Performance Evaluation
Performance was evaluated through panel discussions with three doctors who were blinded to the models and reviewed the content in a randomized order.
Disease knowledge evaluation
The knowledge generated by the LLMs was evaluated using a Likert scale. As described by a previous study, the evaluation metrics included inaccurate or inappropriate content, omissions, potentially harmful content, and bias17.
Diagnostic ability evaluation
The most likely diagnosis was considered accurate if it matched the exact diagnosis. Possible diagnoses were considered accurate if it includes the exact diagnosis. The recommended tests were evaluated as helpful or unhelpful in reaching the correct diagnosis.

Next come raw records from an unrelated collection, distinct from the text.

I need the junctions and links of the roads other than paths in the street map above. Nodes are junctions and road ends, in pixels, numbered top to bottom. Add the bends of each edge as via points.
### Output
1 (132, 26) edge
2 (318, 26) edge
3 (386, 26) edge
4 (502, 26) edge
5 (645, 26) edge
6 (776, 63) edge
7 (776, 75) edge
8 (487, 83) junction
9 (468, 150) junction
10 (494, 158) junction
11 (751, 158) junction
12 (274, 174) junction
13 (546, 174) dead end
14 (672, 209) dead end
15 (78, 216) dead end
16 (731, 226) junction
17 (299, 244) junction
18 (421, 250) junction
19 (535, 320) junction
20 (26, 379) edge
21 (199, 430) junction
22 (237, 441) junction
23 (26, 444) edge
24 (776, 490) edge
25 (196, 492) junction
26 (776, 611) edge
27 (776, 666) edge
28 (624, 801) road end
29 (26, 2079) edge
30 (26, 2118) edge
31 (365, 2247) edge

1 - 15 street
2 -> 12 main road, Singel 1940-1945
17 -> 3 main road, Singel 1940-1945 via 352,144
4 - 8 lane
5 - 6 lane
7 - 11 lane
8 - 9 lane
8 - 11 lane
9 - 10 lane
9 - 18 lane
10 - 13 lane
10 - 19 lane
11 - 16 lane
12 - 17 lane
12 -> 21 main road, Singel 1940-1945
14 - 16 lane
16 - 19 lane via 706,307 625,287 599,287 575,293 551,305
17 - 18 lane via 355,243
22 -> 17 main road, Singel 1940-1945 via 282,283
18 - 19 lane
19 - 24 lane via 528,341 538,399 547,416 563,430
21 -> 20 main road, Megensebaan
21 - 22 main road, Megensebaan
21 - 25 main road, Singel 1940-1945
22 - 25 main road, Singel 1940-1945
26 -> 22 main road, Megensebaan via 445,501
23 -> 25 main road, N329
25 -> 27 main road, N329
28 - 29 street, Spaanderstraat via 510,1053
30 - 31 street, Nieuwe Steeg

The most likely diagnosis and possible diagnoses were also rated using the scale described by Bond et al18: scale: 5 for the exact diagnosis mentioned, 4 for very close, 3 for closely related and potentially helpful, 2 for related but unlikely to help, and 0 for unrelated diagnoses. Further diagnostic tests were assessed using a five-point Likert scale ranging from 1 (strongly agree) to 5 (strongly disagree) on their helpfulness.
Statistical Analysis
Statistical analyses were performed using SPSS version 25 (IBM, Armonk, NY, USA) and GraphPad Prism version 8 (GraphPad Software, San Diego, CA, USA). Continuous variables are presented as means and standard deviations, and the Shapiro–Wilk test was used to check for a normal distribution. Depending on the distribution, an ANOVA, or Kruskal–Wallis test, was applied. Discontinuous data were expressed as incidence and rate and analyzed using the chi-square test for differences.